Minister of Finance
- In office 10 October 2019 – 28 December 2021
- Prime Minister: Pohiva Tuʻiʻonetoa
- Preceded by: Pohiva Tuʻiʻonetoa
- Succeeded by: Tatafu Moeaki

Minister for Revenue and Customs
- In office 10 October 2019 – 28 December 2021
- Preceded by: Pohiva Tuʻiʻonetoa
- Succeeded by: Tatafu Moeaki

Minister of Finance
- In office 6 March 2017 – 1 September 2017
- Prime Minister: ʻAkilisi Pōhiva
- Preceded by: ʻAisake Eke
- Succeeded by: Pohiva Tuʻiʻonetoa

Minister for Revenue and Customs
- In office 30 December 2014 – 6 March 2017
- Preceded by: Sifa Tuʻutafaiva
- Succeeded by: Pohiva Tuʻiʻonetoa

Member of Parliament for ʻEua 11
- In office 27 November 2014 – 18 November 2021
- Preceded by: Sunia Fili
- Succeeded by: Taniela Fusimalohi

Personal details
- Party: None

= Tevita Lavemaau =

Tongan politician

Tevita Lavemaau is a Tongan politician and Member of the Legislative Assembly of Tonga.

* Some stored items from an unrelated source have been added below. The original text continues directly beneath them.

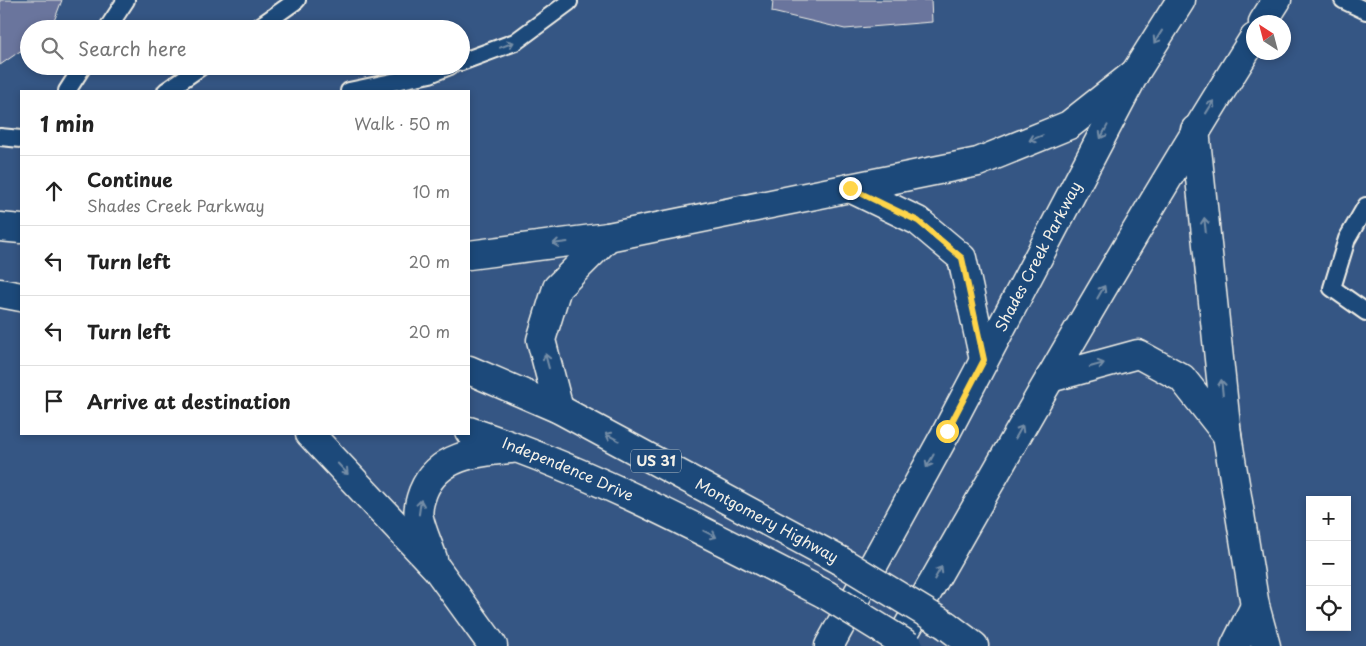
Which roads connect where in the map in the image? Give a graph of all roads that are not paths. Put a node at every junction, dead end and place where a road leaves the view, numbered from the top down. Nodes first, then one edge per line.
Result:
1 (126, 0) edge
2 (297, 0) edge
3 (568, 0) edge
4 (1181, 0) edge
5 (1277, 0) edge
6 (1342, 0) edge
7 (1366, 11) edge
8 (1267, 15) edge
9 (113, 20) edge
10 (269, 20) edge
11 (1246, 50) edge
12 (470, 59) edge
13 (1135, 74) junction
14 (77, 75) edge
15 (189, 75) edge
16 (425, 75) edge
17 (68, 90) edge
18 (167, 90) edge
19 (354, 90) edge
20 (1195, 130) junction
21 (0, 137) edge
22 (20, 139) edge
23 (850, 188) junction
24 (1366, 206) edge
25 (0, 227) edge
26 (20, 229) edge
27 (608, 237) junction
28 (470, 255) edge
29 (0, 293) edge
30 (20, 298) edge
31 (1366, 312) edge
32 (984, 360) junction
33 (470, 370) edge
34 (1050, 378) junction
35 (559, 408) junction
36 (470, 431) edge
37 (311, 435) edge
38 (1227, 436) junction
39 (522, 448) junction
40 (437, 570) junction
41 (1255, 606) junction
42 (493, 646) edge
43 (829, 646) edge
44 (897, 646) edge
45 (909, 646) edge
46 (974, 646) edge
47 (1235, 646) edge
48 (1266, 646) edge

1 - 9 lane
2 - 10 lane
12 -> 3 lane
4 -> 13 main road, Shades Creek Parkway
5 - 8 main road
6 - 7 lane
20 -> 11 main road
13 -> 23 main road
13 -> 32 main road, Shades Creek Parkway
14 - 17 lane
15 - 18 lane
16 - 19 lane
34 -> 20 main road
38 -> 20 main road
21 - 22 lane
23 - 27 main road
23 - 32 main road
24 - 31 lane
25 - 26 main road
27 -> 28 main road
35 -> 27 main road
29 - 30 main road
32 -> 43 main road, Shades Creek Parkway
33 - 35 main road, Montgomery Highway / US 31
34 -> 38 main road
44 -> 34 main road
46 -> 35 main road, Montgomery Highway / US 31, bridge
36 - 39 main road, Independence Drive / US 31
37 -> 40 main road
38 - 41 main road
40 -> 39 main road
39 -> 45 main road, Independence Drive / US 31, bridge
40 - 42 main road
41 - 47 main road
41 - 48 main road

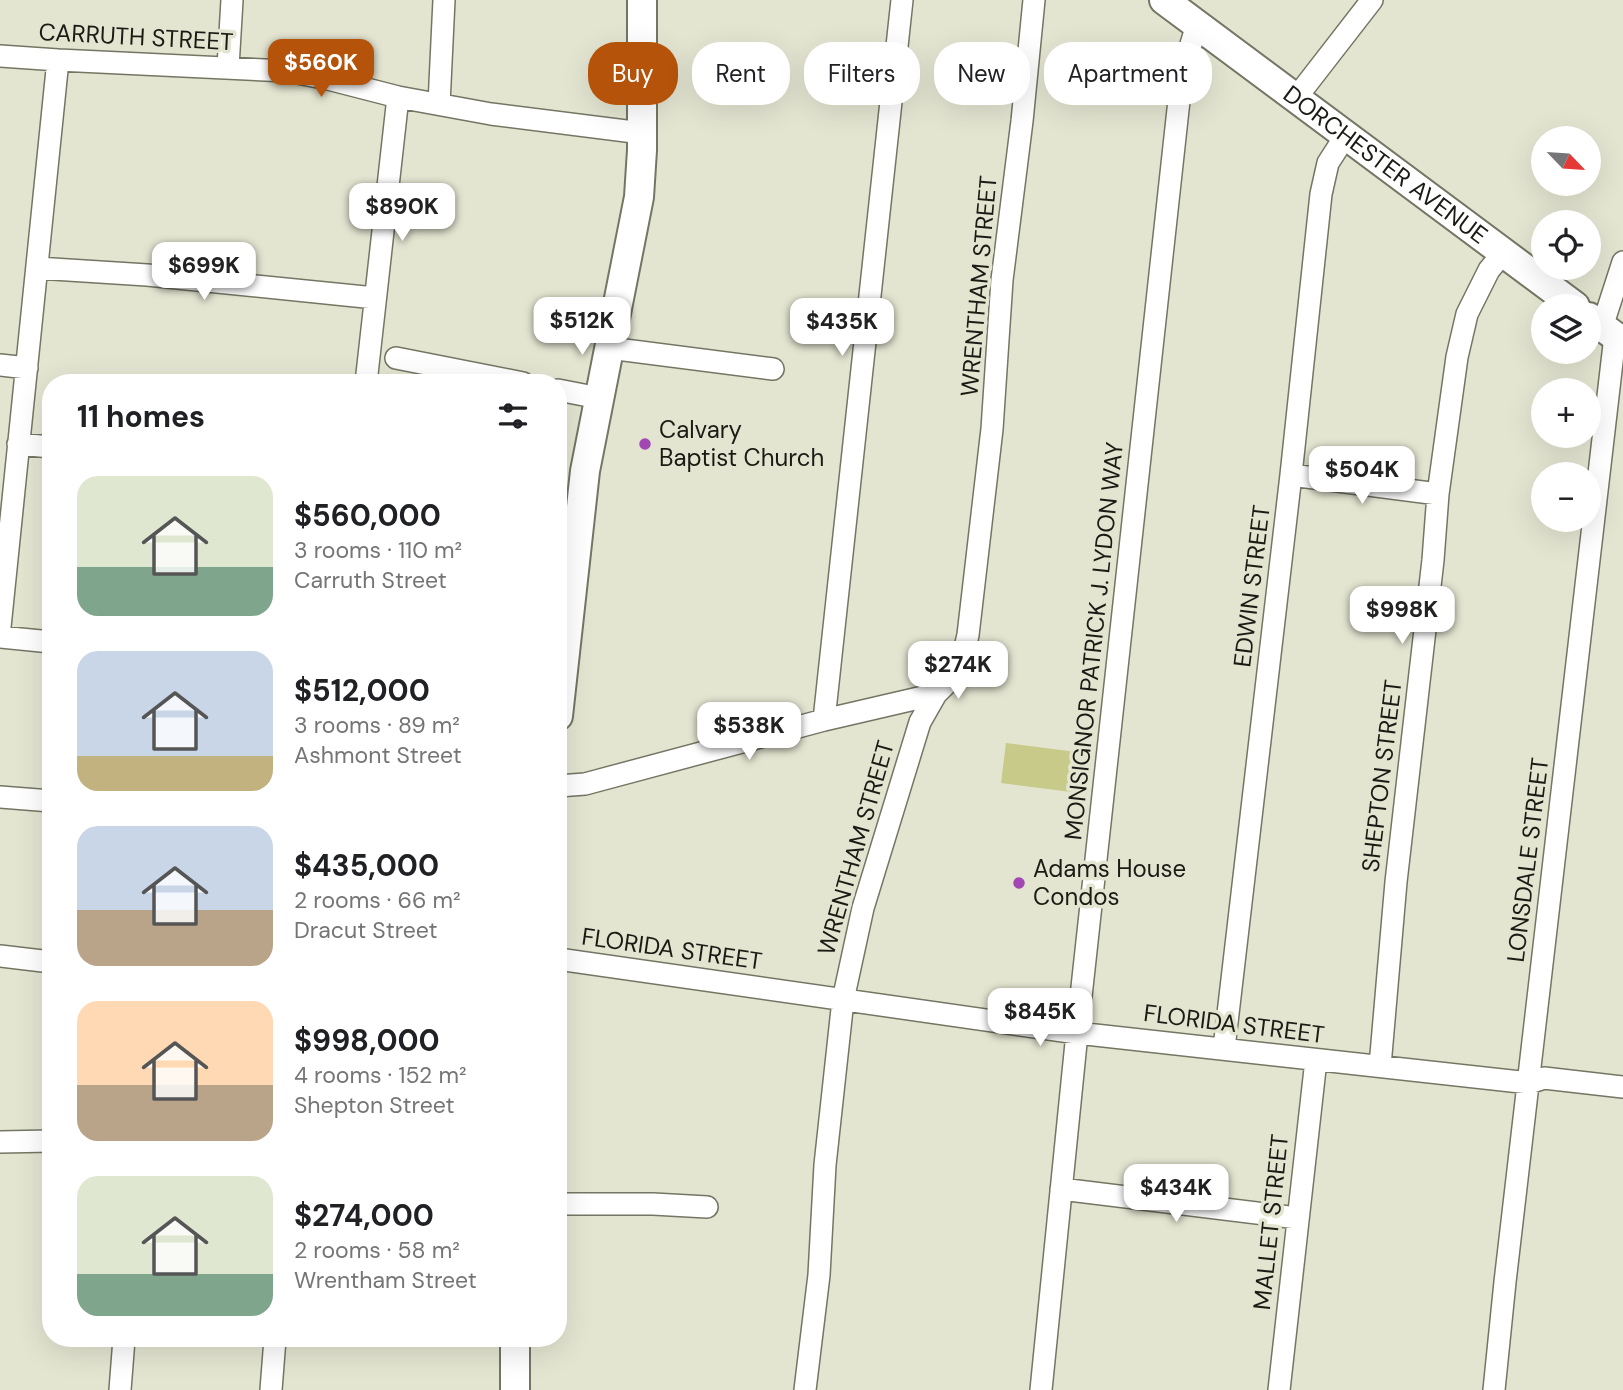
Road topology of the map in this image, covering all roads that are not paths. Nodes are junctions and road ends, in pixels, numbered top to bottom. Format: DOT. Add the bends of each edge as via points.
graph roads {
  1 [pos="232,0"];
  2 [pos="444,0"];
  3 [pos="642,0"];
  4 [pos="902,0"];
  5 [pos="1034,0"];
  6 [pos="1164,0"];
  7 [pos="1371,0"];
  8 [pos="1197,24"];
  9 [pos="0,56"];
  10 [pos="58,61"];
  11 [pos="228,67"];
  12 [pos="398,97"];
  13 [pos="1296,98"];
  14 [pos="439,104"];
  15 [pos="642,133"];
  16 [pos="1346,135"];
  17 [pos="1503,253"];
  18 [pos="1623,262"];
  19 [pos="37,268"];
  20 [pos="1559,294"];
  21 [pos="375,298"];
  22 [pos="1607,331"];
  23 [pos="609,348"];
  24 [pos="396,358"];
  25 [pos="0,365"];
  26 [pos="27,368"];
  27 [pos="773,369"];
  28 [pos="367,374"];
  29 [pos="477,374"];
  30 [pos="567,392"];
  31 [pos="599,398"];
  32 [pos="19,444"];
  33 [pos="42,446"];
  34 [pos="1292,475"];
  35 [pos="1438,494"];
  36 [pos="0,627"];
  37 [pos="567,633"];
  38 [pos="0,637"];
  39 [pos="42,641"];
  40 [pos="936,694"];
  41 [pos="824,720"];
  42 [pos="567,785"];
  43 [pos="0,797"];
  44 [pos="42,800"];
  45 [pos="0,956"];
  46 [pos="567,960"];
  47 [pos="42,961"];
  48 [pos="843,1000"];
  49 [pos="1077,1033"];
  50 [pos="1224,1048"];
  51 [pos="1316,1060"];
  52 [pos="1380,1066"];
  53 [pos="1529,1083"];
  54 [pos="1623,1087"];
  55 [pos="1623,1101"];
  56 [pos="42,1141"];
  57 [pos="0,1142"];
  58 [pos="1061,1189"];
  59 [pos="567,1204"];
  60 [pos="708,1207"];
  61 [pos="1297,1219"];
  62 [pos="123,1347"];
  63 [pos="274,1347"];
  64 [pos="515,1347"];
  65 [pos="120,1390"];
  66 [pos="271,1390"];
  67 [pos="515,1390"];
  68 [pos="805,1390"];
  69 [pos="1041,1390"];
  70 [pos="1279,1390"];
  71 [pos="1494,1390"];
  1 -- 11 [label="street"];
  2 -- 14 [label="street"];
  3 -- 15 [label="main road"];
  4 -- 41 [label="street"];
  5 -- 40 [label="street, WRENTHAM STREET" via="968,635 954,676"];
  6 -- 8 [label="main road, DORCHESTER AVENUE"];
  7 -- 13 [label="street"];
  8 -- 13 [label="main road, DORCHESTER AVENUE"];
  8 -- 49 [label="street, MONSIGNOR PATRICK J. LYDON WAY" via="1182,73"];
  9 -- 10 [label="street, CARRUTH STREET"];
  10 -- 11 [label="street, CARRUTH STREET"];
  10 -- 19 [label="street"];
  11 -- 12 [label="street, CARRUTH STREET" via="288,71"];
  12 -- 14 [label="street, CARRUTH STREET"];
  12 -- 21 [label="street"];
  13 -- 16 [label="main road, DORCHESTER AVENUE"];
  14 -- 15 [label="street, CARRUTH STREET"];
  15 -- 23 [label="main road" via="636,215"];
  16 -- 17 [label="main road, DORCHESTER AVENUE"];
  16 -- 34 [label="street, EDWIN STREET" via="1324,178"];
  17 -- 20 [label="main road, DORCHESTER AVENUE"];
  17 -- 35 [label="street, SHEPTON STREET" via="1467,314"];
  18 -- 22 [label="street, LONSDALE STREET"];
  19 -- 21 [label="street"];
  19 -- 26 [label="street"];
  21 -- 28 [label="street"];
  22 -- 53 [label="street, LONSDALE STREET"];
  23 -- 27 [label="street"];
  23 -- 31 [label="main road"];
  24 -- 29 [label="street"];
  25 -- 26 [label="street"];
  26 -- 32 [label="street"];
  30 -- 31 [label="street"];
  31 -- 37 [label="main road" via="582,494"];
  32 -- 33 [label="street"];
  32 -- 36 [label="street"];
  34 -- 35 [label="street"];
  34 -- 50 [label="street, EDWIN STREET"];
  35 -- 52 [label="street, SHEPTON STREET"];
  38 -- 39 [label="street"];
  40 -- 41 [label="street"];
  40 -- 48 [label="street, WRENTHAM STREET" via="920,722 904,769 863,908"];
  41 -- 42 [label="street"];
  43 -- 44 [label="street"];
  45 -- 47 [label="street"];
  46 -- 48 [label="street, FLORIDA STREET"];
  48 -- 49 [label="street, FLORIDA STREET"];
  48 -- 68 [label="street, WRENTHAM STREET"];
  49 -- 50 [label="street, FLORIDA STREET"];
  49 -- 58 [label="street, MONSIGNOR PATRICK J. LYDON WAY"];
  50 -- 51 [label="street, FLORIDA STREET"];
  51 -- 52 [label="street, FLORIDA STREET"];
  51 -- 61 [label="street, MALLET STREET"];
  52 -- 53 [label="street, FLORIDA STREET"];
  53 -- 54 [label="street, FLORIDA STREET" via="1544,1078"];
  53 -- 55 [label="street, FLORIDA STREET" via="1542,1092"];
  53 -- 71 [label="street, LONSDALE STREET"];
  56 -- 57 [label="street"];
  58 -- 61 [label="street"];
  58 -- 69 [label="street, MONSIGNOR PATRICK J. LYDON WAY"];
  59 -- 60 [label="street"];
  61 -- 70 [label="street, MALLET STREET"];
  62 -- 65 [label="street"];
  63 -- 66 [label="street"];
  64 -- 67 [label="main road"];
}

Lavemaau was first elected at the 2014 Tongan general election and appointed Minister of Revenue and Customs. Following the resignation of ʻAisake Eke in March 2017 he was appointed Minister of Finance.

In September 2017 he and Deputy Prime Minister Siaosi Sovaleni were sacked for disloyalty for supporting King Tupou VI's decision to sack the Prime Minister, dissolve Parliament and call new elections. He was re-elected at the 2017 election, but not reappointed to Cabinet.

In 2019 following the death of ʻAkilisi Pōhiva he was appointed to the cabinet of Pohiva Tuʻiʻonetoa as Minister for Finance, Minister for Revenue and Customs and Minister responsible for Statistics.

He lost his seat in the 2021 Tongan general election.